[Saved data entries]
━━━
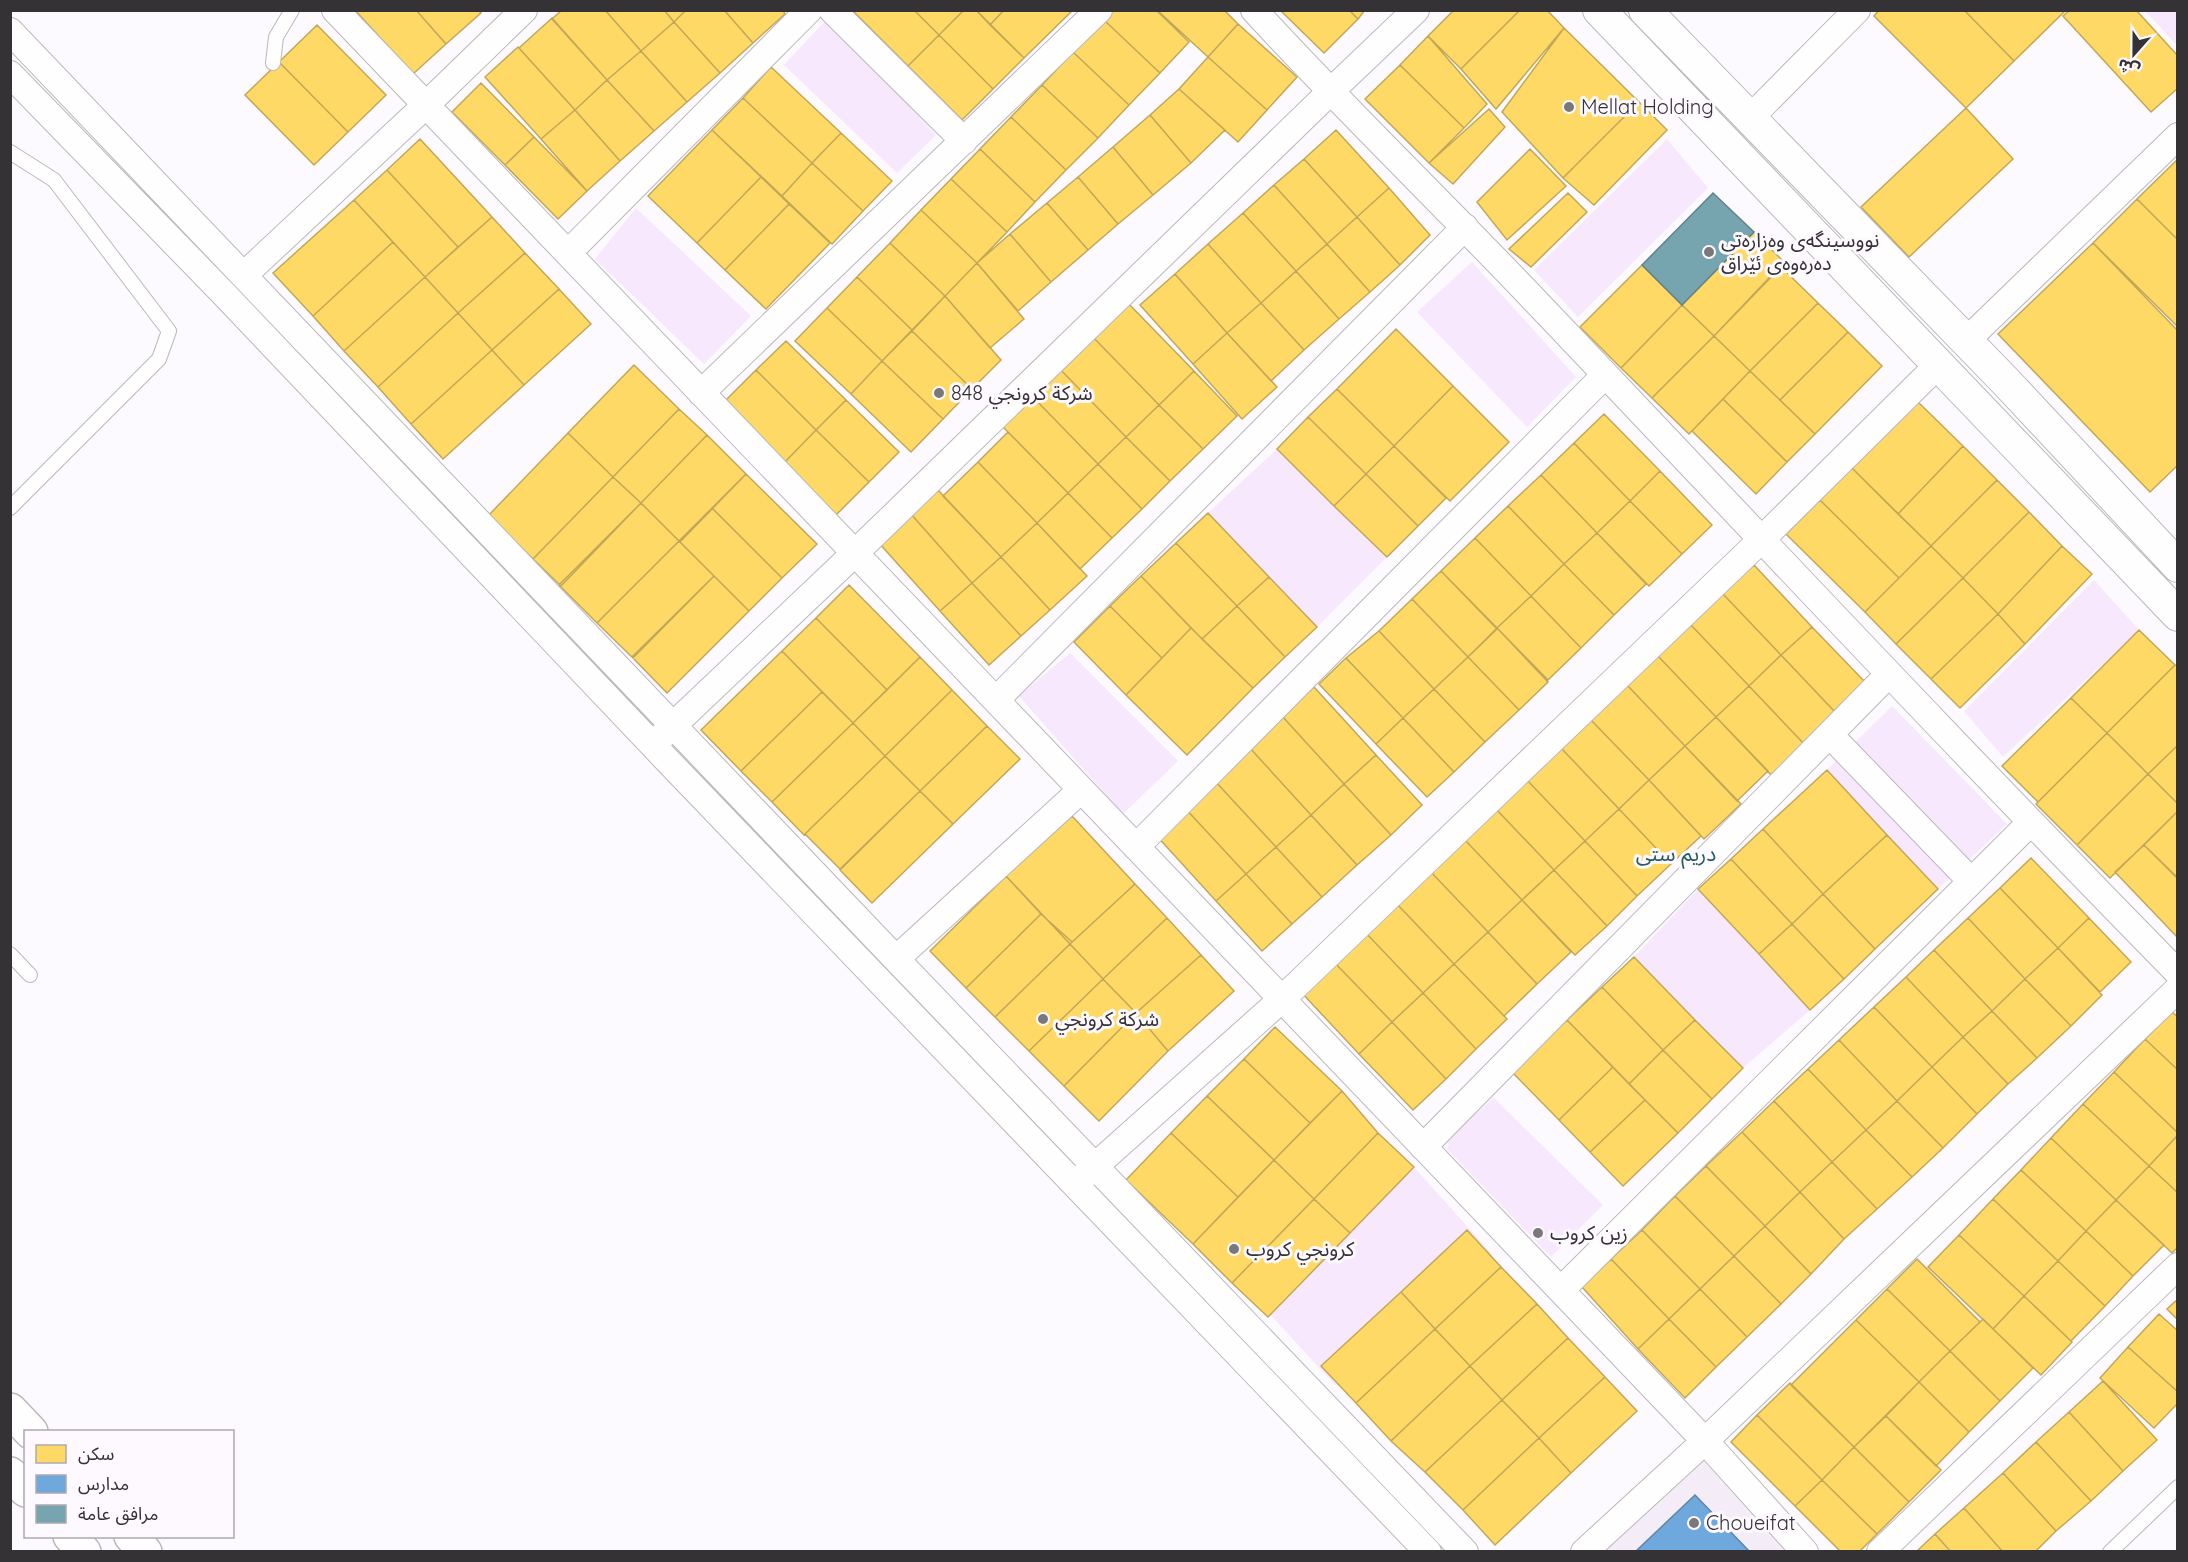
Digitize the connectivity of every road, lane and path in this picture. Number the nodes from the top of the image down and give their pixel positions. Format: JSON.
{"nodes":[{"id":1,"x":292,"y":10,"type":"edge"},
{"id":2,"x":335,"y":10,"type":"edge"},
{"id":3,"x":524,"y":10,"type":"edge"},
{"id":4,"x":809,"y":10,"type":"edge"},
{"id":5,"x":832,"y":10,"type":"edge"},
{"id":6,"x":1254,"y":10,"type":"edge"},
{"id":7,"x":1416,"y":10,"type":"edge"},
{"id":8,"x":1599,"y":10,"type":"edge"},
{"id":9,"x":1645,"y":10,"type":"edge"},
{"id":10,"x":1857,"y":10,"type":"edge"},
{"id":11,"x":1098,"y":11,"type":"edge"},
{"id":12,"x":10,"y":31,"type":"edge"},
{"id":13,"x":273,"y":63,"type":"dead end"},
{"id":14,"x":10,"y":74,"type":"edge"},
{"id":15,"x":1329,"y":92,"type":"junction"},
{"id":16,"x":426,"y":105,"type":"junction"},
{"id":17,"x":1750,"y":118,"type":"junction"},
{"id":18,"x":2178,"y":136,"type":"edge"},
{"id":19,"x":964,"y":141,"type":"junction"},
{"id":20,"x":10,"y":152,"type":"edge"},
{"id":21,"x":1465,"y":227,"type":"junction"},
{"id":22,"x":198,"y":228,"type":"junction"},
{"id":23,"x":179,"y":247,"type":"junction"},
{"id":24,"x":568,"y":253,"type":"junction"},
{"id":25,"x":244,"y":275,"type":"junction"},
{"id":26,"x":1928,"y":302,"type":"junction"},
{"id":27,"x":1901,"y":327,"type":"junction"},
{"id":28,"x":1966,"y":341,"type":"junction"},
{"id":29,"x":1938,"y":365,"type":"junction"},
{"id":30,"x":1605,"y":375,"type":"junction"},
{"id":31,"x":2009,"y":385,"type":"junction"},
{"id":32,"x":701,"y":393,"type":"junction"},
{"id":33,"x":1983,"y":410,"type":"junction"},
{"id":34,"x":10,"y":508,"type":"edge"},
{"id":35,"x":1761,"y":540,"type":"junction"},
{"id":36,"x":855,"y":553,"type":"junction"},
{"id":37,"x":2177,"y":564,"type":"edge"},
{"id":38,"x":2178,"y":615,"type":"edge"},
{"id":39,"x":1889,"y":674,"type":"junction"},
{"id":40,"x":996,"y":700,"type":"junction"},
{"id":41,"x":673,"y":726,"type":"junction"},
{"id":42,"x":1830,"y":735,"type":"junction"},
{"id":43,"x":653,"y":745,"type":"junction"},
{"id":44,"x":1081,"y":790,"type":"junction"},
{"id":45,"x":2030,"y":823,"type":"junction"},
{"id":46,"x":1136,"y":847,"type":"junction"},
{"id":47,"x":1971,"y":881,"type":"junction"},
{"id":48,"x":10,"y":954,"type":"edge"},
{"id":49,"x":896,"y":959,"type":"junction"},
{"id":50,"x":2178,"y":974,"type":"edge"},
{"id":51,"x":30,"y":975,"type":"dead end"},
{"id":52,"x":2178,"y":989,"type":"edge"},
{"id":53,"x":1282,"y":999,"type":"junction"},
{"id":54,"x":1423,"y":1146,"type":"junction"},
{"id":55,"x":1095,"y":1167,"type":"junction"},
{"id":56,"x":1075,"y":1184,"type":"junction"},
{"id":57,"x":2178,"y":1266,"type":"edge"},
{"id":58,"x":1561,"y":1290,"type":"junction"},
{"id":59,"x":1325,"y":1406,"type":"junction"},
{"id":60,"x":10,"y":1410,"type":"edge"},
{"id":61,"x":1307,"y":1425,"type":"junction"},
{"id":62,"x":30,"y":1430,"type":"edge"},
{"id":63,"x":1705,"y":1441,"type":"junction"},
{"id":64,"x":10,"y":1474,"type":"edge"},
{"id":65,"x":2178,"y":1487,"type":"edge"},
{"id":66,"x":24,"y":1488,"type":"edge"},
{"id":67,"x":72,"y":1538,"type":"edge"},
{"id":68,"x":133,"y":1538,"type":"edge"},
{"id":69,"x":84,"y":1551,"type":"edge"},
{"id":70,"x":145,"y":1551,"type":"edge"},
{"id":71,"x":1428,"y":1551,"type":"edge"},
{"id":72,"x":1465,"y":1551,"type":"edge"},
{"id":73,"x":1584,"y":1551,"type":"edge"},
{"id":74,"x":1805,"y":1551,"type":"edge"},
{"id":75,"x":1880,"y":1551,"type":"edge"},
{"id":76,"x":2110,"y":1551,"type":"edge"}],
"edges":[{"from":1,"to":13,"type":"lane"},
{"from":2,"to":16,"type":"street"},
{"from":3,"to":16,"type":"street"},
{"from":4,"to":24,"type":"street"},
{"from":5,"to":19,"type":"street"},
{"from":6,"to":15,"type":"street"},
{"from":7,"to":15,"type":"street"},
{"from":8,"to":27,"type":"street"},
{"from":9,"to":17,"type":"street"},
{"from":10,"to":17,"type":"street"},
{"from":11,"to":19,"type":"street"},
{"from":12,"to":22,"type":"street"},
{"from":14,"to":23,"type":"street"},
{"from":15,"to":21,"type":"street"},
{"from":15,"to":36,"type":"street"},
{"from":16,"to":24,"type":"street"},
{"from":16,"to":25,"type":"street"},
{"from":17,"to":26,"type":"street"},
{"from":18,"to":28,"type":"street"},
{"from":19,"to":32,"type":"street"},
{"from":20,"to":34,"type":"lane"},
{"from":21,"to":30,"type":"street"},
{"from":21,"to":40,"type":"street"},
{"from":22,"to":23,"type":"street"},
{"from":22,"to":25,"type":"street"},
{"from":23,"to":43,"type":"street"},
{"from":24,"to":32,"type":"street"},
{"from":25,"to":41,"type":"street"},
{"from":26,"to":27,"type":"street"},
{"from":26,"to":28,"type":"street"},
{"from":27,"to":29,"type":"street"},
{"from":28,"to":31,"type":"street"},
{"from":29,"to":33,"type":"street"},
{"from":29,"to":35,"type":"street"},
{"from":30,"to":35,"type":"street"},
{"from":30,"to":46,"type":"street"},
{"from":31,"to":33,"type":"street"},
{"from":31,"to":37,"type":"street"},
{"from":32,"to":36,"type":"street"},
{"from":33,"to":38,"type":"street"},
{"from":35,"to":39,"type":"street"},
{"from":35,"to":53,"type":"street"},
{"from":36,"to":40,"type":"street"},
{"from":36,"to":41,"type":"street"},
{"from":39,"to":42,"type":"street"},
{"from":39,"to":45,"type":"street"},
{"from":40,"to":44,"type":"street"},
{"from":41,"to":43,"type":"street"},
{"from":41,"to":49,"type":"street"},
{"from":42,"to":47,"type":"street"},
{"from":42,"to":54,"type":"street"},
{"from":43,"to":56,"type":"street"},
{"from":44,"to":46,"type":"street"},
{"from":44,"to":49,"type":"street"},
{"from":45,"to":47,"type":"street"},
{"from":45,"to":50,"type":"street"},
{"from":46,"to":53,"type":"street"},
{"from":47,"to":58,"type":"street"},
{"from":48,"to":51,"type":"lane"},
{"from":49,"to":55,"type":"street"},
{"from":52,"to":63,"type":"street"},
{"from":53,"to":54,"type":"street"},
{"from":53,"to":55,"type":"street"},
{"from":54,"to":58,"type":"street"},
{"from":55,"to":56,"type":"street"},
{"from":55,"to":59,"type":"street"},
{"from":56,"to":61,"type":"street"},
{"from":57,"to":75,"type":"street"},
{"from":58,"to":63,"type":"street"},
{"from":59,"to":61,"type":"street"},
{"from":59,"to":72,"type":"street"},
{"from":60,"to":62,"type":"main road"},
{"from":61,"to":71,"type":"street"},
{"from":63,"to":73,"type":"street"},
{"from":63,"to":74,"type":"street"},
{"from":64,"to":66,"type":"main road"},
{"from":65,"to":76,"type":"lane"},
{"from":67,"to":69,"type":"main road"},
{"from":68,"to":70,"type":"main road"}]}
━━━
• Work request
Every line in the data above that includes the word "road" should be copied.

• Your solution
Digitize the connectivity of every road, lane and path in this picture. Number the nodes from the top of the image down and give their pixel positions. Format: JSON.
{"from":60,"to":62,"type":"main road"},
{"from":64,"to":66,"type":"main road"},
{"from":67,"to":69,"type":"main road"},
{"from":68,"to":70,"type":"main road"}]}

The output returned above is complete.